Once upon a time, life used to be
simpler, and going about at a cordial pace. Incidents, planned or impromptu,
were always accountable to certain legit circumstances. Everything seemed to have a reason; for
good or for bad, it used to be acceptable. For all those things that were
acceptable in the past, there used to be someone mature enough, who was
accountable to. There were people you looked up to for answers to such
questions which life posed ominously. And naively, with all the innocence that
could exist, you used to accept those answers with assuring belief. Those
people were your philosophers. Their viewpoints shaped your ideology. And they
could never disappoint you in their ways. For me, it was my parents; and they
still are, but certain things have changed now.
In the years that fly by (seems
like a fortnight to me!), and with life seemingly getting out of your hands,
with nobody accountable to the series of events happening in your life, when your
begetters are themselves riveted by the circumstances, we are expected to
switch roles with them. They need the light that they had been guiding us with
all these years. We now become their pillars that they had raised us to be. But
what I doubt is, do we really become that capable when the time comes?

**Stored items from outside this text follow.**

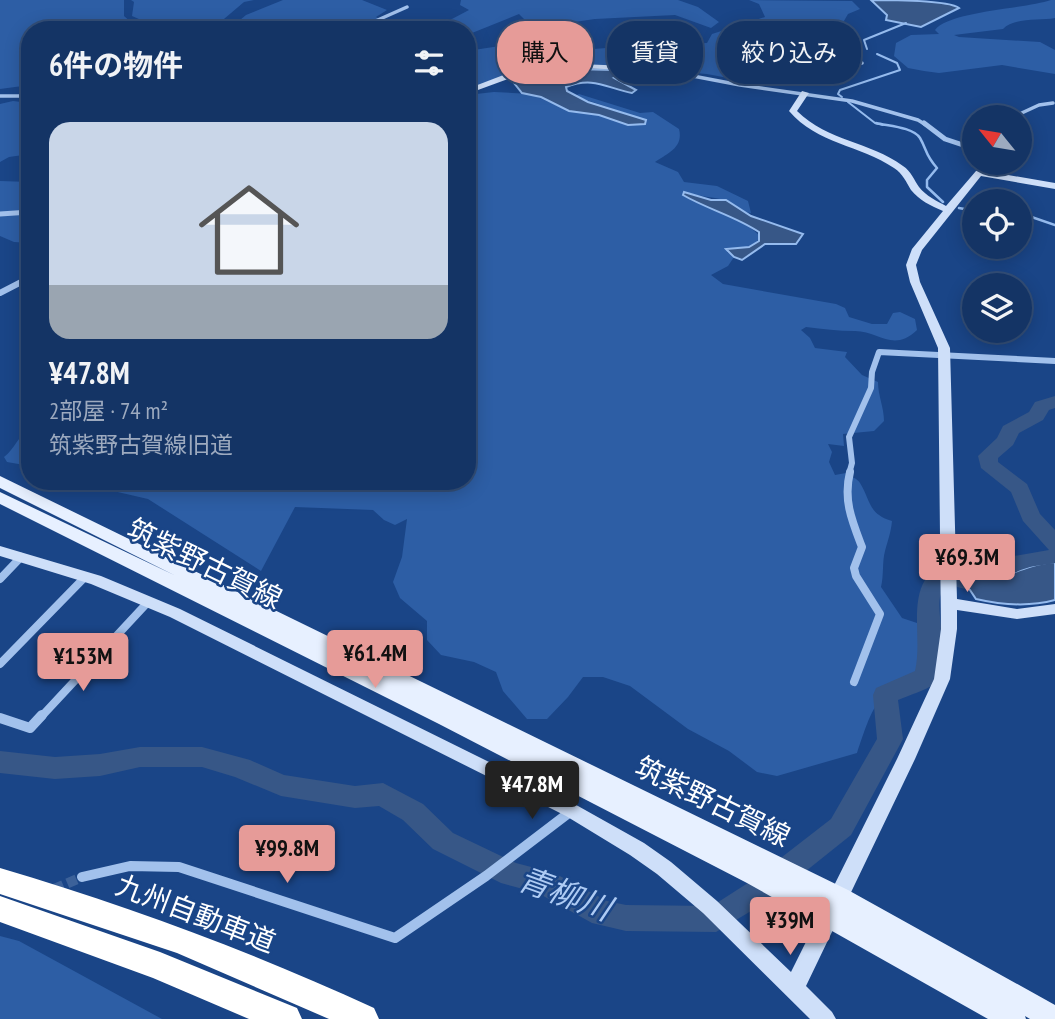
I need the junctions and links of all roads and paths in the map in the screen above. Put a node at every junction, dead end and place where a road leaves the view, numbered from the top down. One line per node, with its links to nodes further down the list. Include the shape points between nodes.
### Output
1 (407, 8): 2 (street)
2 (376, 21)
3 (862, 63): 6 (street, via 822,68 791,83)
4 (607, 66): 7 (street, via 545,66)
5 (703, 78): 6 (street)
6 (740, 85): 8 (street)
7 (476, 89)
8 (805, 93): 13 (street, via 918,120); 17 (street, via 793,111 814,130 831,141 880,155 909,176 920,194)
9 (0, 96): 10 (street)
10 (21, 96)
11 (1054, 103): 12 (street)
12 (1032, 108)
13 (962, 145)
14 (975, 175): 17 (street)
15 (1010, 175): 16 (street)
16 (1055, 186)
17 (947, 209): 22 (street, via 911,264)
18 (21, 213): 19 (street)
19 (0, 214)
20 (21, 282): 21 (street)
21 (0, 293)
22 (944, 357): 23 (street); 31 (street); 34 (street, via 879,352 872,388 849,437 848,511 862,547 854,568 880,614)
23 (1055, 360)
24 (0, 481): 37 (main road, 筑紫野古賀線)
25 (0, 497): 37 (main road, 筑紫野古賀線)
26 (0, 551): 27 (street)
27 (21, 557): 28 (street); 29 (street)
28 (85, 577): 30 (street); 33 (street)
29 (0, 579)
30 (148, 602): 35 (street, via 30,728); 36 (street)
31 (949, 603): 32 (street, via 1017,614); 40 (street, via 943,679)
32 (1055, 609)
33 (0, 664)
34 (854, 682)
35 (0, 719)
36 (572, 811): 38 (street, via 395,938 179,867 130,866); 42 (street, via 637,849 710,907)
37 (762, 871): 40 (main road, 筑紫野古賀線)
38 (82, 877)
39 (0, 881): 44 (highway, 九州自動車道, via 198,946)
40 (834, 907): 42 (street); 46 (main road, 筑紫野古賀線); 47 (main road, 筑紫野古賀線)
41 (0, 909): 43 (highway, via 160,966)
42 (794, 989): 45 (street)
43 (286, 1019)
44 (363, 1019)
45 (825, 1019)
46 (1013, 1019)
47 (1055, 1019)

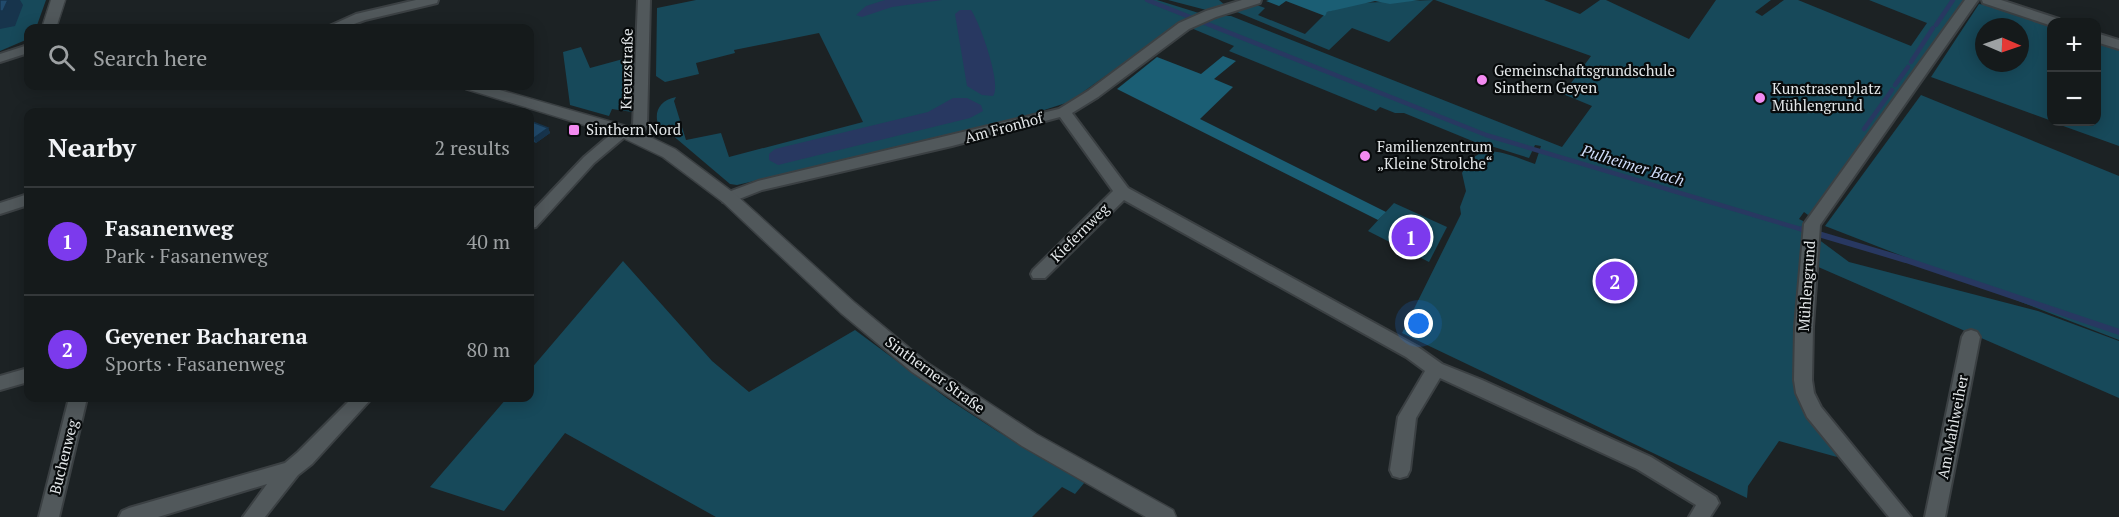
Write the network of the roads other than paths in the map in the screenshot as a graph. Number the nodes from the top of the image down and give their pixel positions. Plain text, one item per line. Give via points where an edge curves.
1 (58, 0) edge
2 (432, 0) edge
3 (644, 0) edge
4 (1255, 0) edge
5 (1972, 0) edge
6 (1988, 0) edge
7 (2047, 20) edge
8 (50, 24) edge
9 (343, 24) edge
10 (2101, 38) edge
11 (2119, 45) edge
12 (24, 50) edge
13 (0, 58) edge
14 (485, 90) edge
15 (1064, 112) junction
16 (627, 132) junction
17 (1122, 192) junction
18 (729, 198) junction
19 (24, 200) edge
20 (0, 208) edge
21 (534, 219) edge
22 (1039, 274) dead end
23 (1971, 337) dead end
24 (1436, 369) junction
25 (24, 376) edge
26 (0, 383) edge
27 (77, 402) edge
28 (359, 402) edge
29 (291, 469) junction
30 (1400, 470) dead end
31 (1704, 510) edge
32 (49, 517) edge
33 (129, 517) edge
34 (253, 517) edge
35 (1166, 517) edge
36 (1901, 517) edge
37 (1935, 517) edge

1 - 8 street
2 - 9 street
3 - 16 street, Kreuzstraße via 642,117 640,126
4 - 15 street, Am Fronhof via 1184,27
5 - 36 street, Mühlengrund via 1811,231 1804,327 1805,393 1814,412
6 - 7 street
10 - 11 street
12 - 13 street
14 - 16 street, Sintherner Straße
15 - 17 street
15 - 18 street, Am Fronhof via 758,186
16 - 18 street, Sintherner Straße via 674,156
16 - 21 street via 589,160
17 - 22 street, Kiefernweg
17 - 24 street via 1413,352
18 - 35 street, Sintherner Straße via 848,308 919,367 1029,440
19 - 20 street
23 - 37 street, Am Mahlweiher
24 - 30 street via 1407,417
24 - 31 street via 1644,464
25 - 26 street
27 - 32 street, Buchenweg
28 - 29 street
29 - 33 street
29 - 34 street

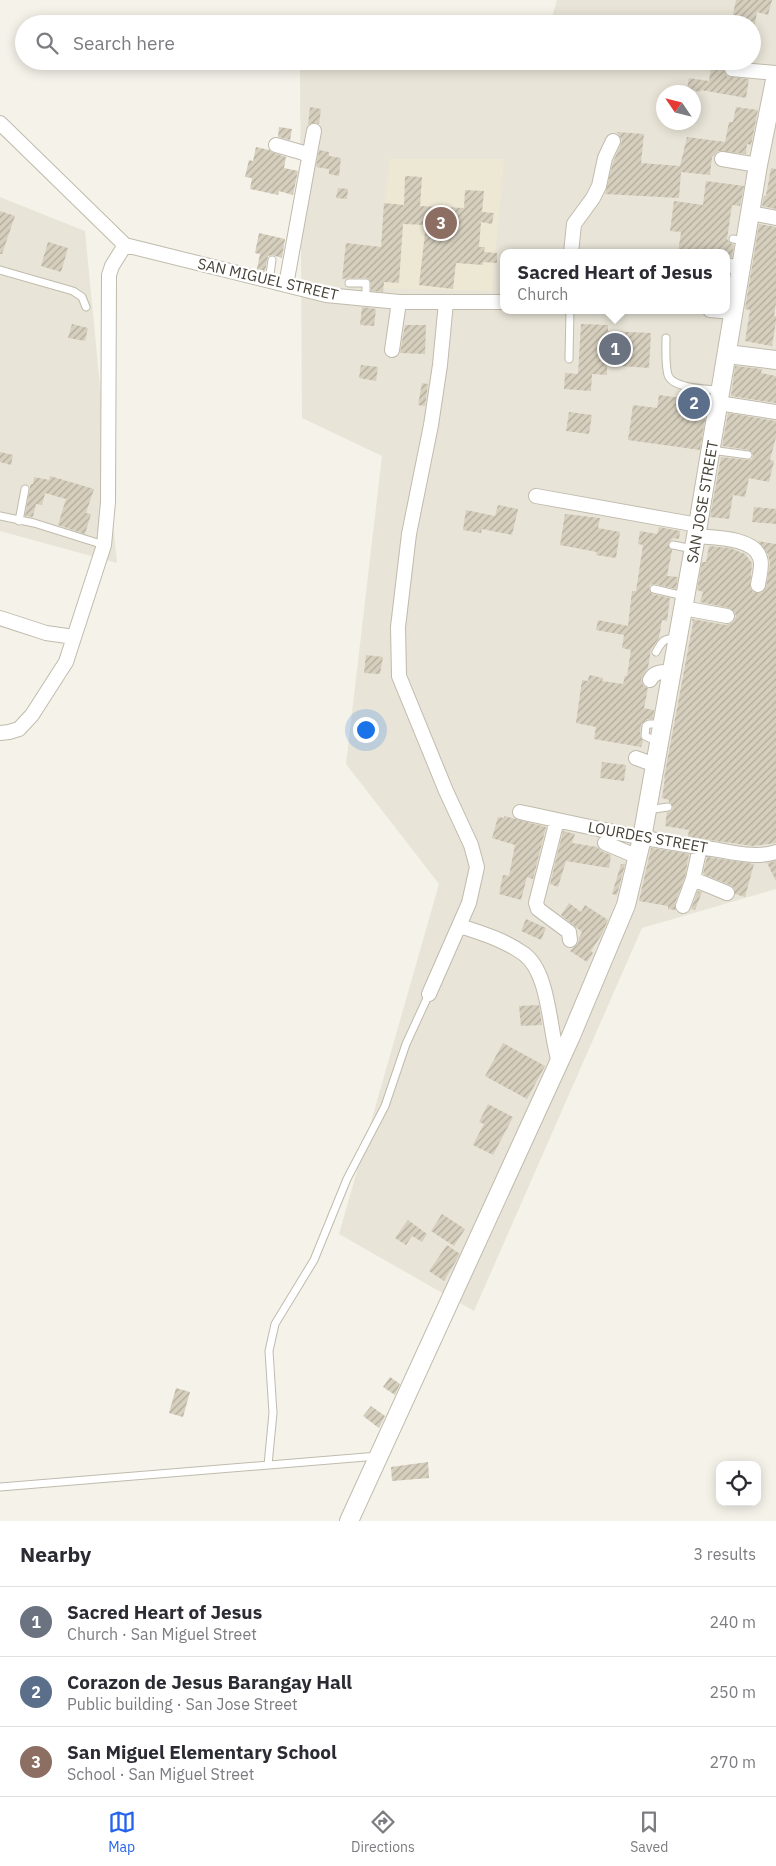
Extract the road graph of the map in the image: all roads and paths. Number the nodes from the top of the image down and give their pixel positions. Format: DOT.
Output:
graph roads {
  1 [pos="741,70"];
  2 [pos="776,74"];
  3 [pos="0,124"];
  4 [pos="314,131"];
  5 [pos="613,141"];
  6 [pos="276,145"];
  7 [pos="309,158"];
  8 [pos="722,159"];
  9 [pos="758,165"];
  10 [pos="751,212"];
  11 [pos="776,218"];
  12 [pos="125,245"];
  13 [pos="572,249"];
  14 [pos="272,260"];
  15 [pos="734,267"];
  16 [pos="0,270"];
  17 [pos="269,281"];
  18 [pos="350,283"];
  19 [pos="286,285"];
  20 [pos="366,299"];
  21 [pos="398,302"];
  22 [pos="446,302"];
  23 [pos="500,302"];
  24 [pos="86,306"];
  25 [pos="730,312"];
  26 [pos="734,312"];
  27 [pos="570,314"];
  28 [pos="666,338"];
  29 [pos="392,350"];
  30 [pos="727,354"];
  31 [pos="569,359"];
  32 [pos="776,360"];
  33 [pos="719,396"];
  34 [pos="776,412"];
  35 [pos="710,450"];
  36 [pos="748,455"];
  37 [pos="25,489"];
  38 [pos="536,496"];
  39 [pos="0,516"];
  40 [pos="19,521"];
  41 [pos="696,536"];
  42 [pos="104,545"];
  43 [pos="673,545"];
  44 [pos="758,585"];
  45 [pos="654,589"];
  46 [pos="684,602"];
  47 [pos="727,616"];
  48 [pos="0,618"];
  49 [pos="74,637"];
  50 [pos="678,638"];
  51 [pos="656,652"];
  52 [pos="671,672"];
  53 [pos="650,680"];
  54 [pos="0,733"];
  55 [pos="636,758"];
  56 [pos="655,765"];
  57 [pos="668,807"];
  58 [pos="647,810"];
  59 [pos="520,812"];
  60 [pos="557,820"];
  61 [pos="642,838"];
  62 [pos="605,843"];
  63 [pos="700,847"];
  64 [pos="776,852"];
  65 [pos="638,857"];
  66 [pos="693,879"];
  67 [pos="727,894"];
  68 [pos="683,906"];
  69 [pos="460,926"];
  70 [pos="570,940"];
  71 [pos="429,994"];
  72 [pos="559,1062"];
  73 [pos="379,1456"];
  74 [pos="268,1465"];
  75 [pos="0,1487"];
  76 [pos="349,1521"];
  1 -- 2 [label="street"];
  2 -- 9 [label="street, SAN JOSE STREET"];
  3 -- 12 [label="street"];
  4 -- 7 [label="street"];
  5 -- 13 [label="street"];
  6 -- 7 [label="street"];
  7 -- 19 [label="street"];
  8 -- 9 [label="street"];
  9 -- 10 [label="street, SAN JOSE STREET"];
  10 -- 11 [label="street"];
  10 -- 15 [label="street, SAN JOSE STREET"];
  12 -- 17 [label="street, SAN MIGUEL STREET"];
  12 -- 42 [label="street"];
  14 -- 17 [label="lane"];
  15 -- 26 [label="street, SAN JOSE STREET"];
  16 -- 24 [label="lane"];
  17 -- 19 [label="street, SAN MIGUEL STREET"];
  18 -- 20 [label="lane"];
  19 -- 20 [label="street, SAN MIGUEL STREET"];
  20 -- 21 [label="street, SAN MIGUEL STREET"];
  21 -- 22 [label="street, SAN MIGUEL STREET"];
  21 -- 29 [label="street"];
  22 -- 23 [label="street, SAN MIGUEL STREET"];
  22 -- 69 [label="street"];
  25 -- 26 [label="street"];
  26 -- 30 [label="street, SAN JOSE STREET"];
  27 -- 31 [label="lane"];
  28 -- 33 [label="lane"];
  30 -- 32 [label="street"];
  30 -- 33 [label="street, SAN JOSE STREET"];
  33 -- 34 [label="street"];
  33 -- 35 [label="street, SAN JOSE STREET"];
  35 -- 36 [label="lane"];
  35 -- 41 [label="street, SAN JOSE STREET"];
  37 -- 40 [label="lane"];
  38 -- 41 [label="street"];
  39 -- 40 [label="lane"];
  40 -- 42 [label="lane"];
  41 -- 43 [label="lane"];
  41 -- 44 [label="street"];
  41 -- 46 [label="street, SAN JOSE STREET"];
  42 -- 49 [label="street"];
  45 -- 46 [label="lane"];
  46 -- 47 [label="street"];
  46 -- 50 [label="street, SAN JOSE STREET"];
  48 -- 49 [label="street"];
  49 -- 54 [label="street"];
  50 -- 51 [label="lane"];
  50 -- 52 [label="street, SAN JOSE STREET"];
  52 -- 53 [label="street"];
  52 -- 56 [label="street, SAN JOSE STREET"];
  55 -- 56 [label="street"];
  56 -- 58 [label="street, SAN JOSE STREET"];
  57 -- 58 [label="lane"];
  58 -- 61 [label="street, SAN JOSE STREET"];
  59 -- 60 [label="street, LOURDES STREET"];
  60 -- 61 [label="street, LOURDES STREET"];
  60 -- 70 [label="street"];
  61 -- 63 [label="street, LOURDES STREET"];
  61 -- 65 [label="street, SAN JOSE STREET"];
  62 -- 65 [label="street"];
  63 -- 64 [label="street, LOURDES STREET"];
  63 -- 66 [label="street"];
  65 -- 72 [label="street, SAN JOSE STREET"];
  66 -- 67 [label="street"];
  66 -- 68 [label="street"];
  69 -- 71 [label="street"];
  69 -- 72 [label="street"];
  71 -- 74 [label="lane"];
  72 -- 73 [label="street, SAN JOSE STREET"];
  73 -- 74 [label="lane"];
  73 -- 76 [label="street, SAN JOSE STREET"];
  74 -- 75 [label="lane"];
}
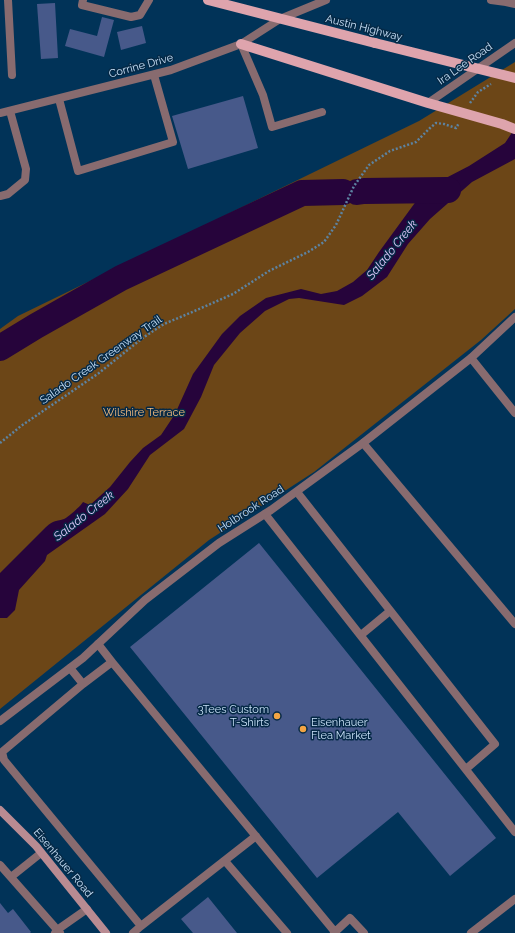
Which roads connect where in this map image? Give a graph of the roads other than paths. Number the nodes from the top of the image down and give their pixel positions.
1 (8, 0) edge
2 (83, 0) edge
3 (149, 0) edge
4 (208, 0) edge
5 (326, 0) edge
6 (491, 0) edge
7 (227, 3) edge
8 (515, 4) edge
9 (280, 19) junction
10 (515, 43) edge
11 (241, 44) junction
12 (154, 74) junction
13 (12, 75) dead end
14 (515, 78) edge
15 (59, 98) junction
16 (428, 103) junction
17 (10, 111) junction
18 (322, 112) dead end
19 (0, 113) edge
20 (515, 129) edge
21 (0, 196) edge
22 (515, 317) edge
23 (471, 358) junction
24 (515, 414) edge
25 (363, 443) junction
26 (297, 492) junction
27 (265, 514) junction
28 (390, 611) junction
29 (515, 624) edge
30 (361, 635) junction
31 (98, 644) junction
32 (112, 662) junction
33 (70, 668) junction
34 (83, 684) junction
35 (0, 721) edge
36 (466, 769) junction
37 (0, 810) edge
38 (515, 832) edge
39 (256, 836) junction
40 (41, 852) junction
41 (225, 861) junction
42 (0, 865) edge
43 (11, 877) junction
44 (515, 899) edge
45 (87, 909) junction
46 (141, 926) junction
47 (57, 932) edge
48 (335, 932) edge
49 (106, 933) edge
50 (133, 933) edge
51 (287, 933) edge
52 (364, 933) edge
53 (471, 933) edge

1 - 13 street
2 - 3 street
4 - 7 main road, Austin Highway
5 - 9 street
6 - 8 street
7 - 9 main road, Austin Highway
9 - 11 street, Corrine Drive
9 - 14 main road, Austin Highway, bridge
10 - 16 street, Ira Lee Road
11 - 12 street, Corrine Drive
11 - 16 main road
11 - 18 street
12 - 15 street, Corrine Drive
12 - 15 street
15 - 17 street, Corrine Drive
16 - 20 main road
17 - 19 street, Corrine Drive
17 - 21 street
22 - 23 street, Holbrook Road
23 - 24 street
23 - 25 street, Holbrook Road
25 - 26 street, Holbrook Road
25 - 29 street
26 - 27 street, Holbrook Road
26 - 28 street
27 - 30 street
27 - 31 street, Holbrook Road
28 - 30 street
28 - 36 street
30 - 36 street
31 - 32 street
31 - 33 street, Holbrook Road
32 - 34 street
32 - 39 street
33 - 34 street
33 - 35 street, Holbrook Road
34 - 46 street
36 - 38 street
37 - 40 main road, Eisenhauer Road
39 - 41 street
39 - 48 street
40 - 43 street
40 - 45 main road, Eisenhauer Road
41 - 46 street
41 - 51 street
42 - 43 street
43 - 47 street
44 - 53 street
45 - 47 street
45 - 49 main road, Eisenhauer Road
46 - 50 street
48 - 52 street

To see your own support system
crashing, the kind of helplessness one faces cannot be expressed (atleast I
cannot!). Someone whom you had always relied upon, suddenly not being there in
that place, is the hardest blow to one’s existence. You can never be prepared for
it, unless it becomes this slow gradual process where you are bound to go through
all the stages of grief: i.e. Denial, Anger, Bargaining, Depression and Acceptance.
By the time you reach the final two stages, you are most likely to be prepared to
switch roles. To smile when a situation demands so, to be tough and make
decisions without always choosing the happy one, to stop questioning the
occurrence of events, and perhaps to be someone else’s support system.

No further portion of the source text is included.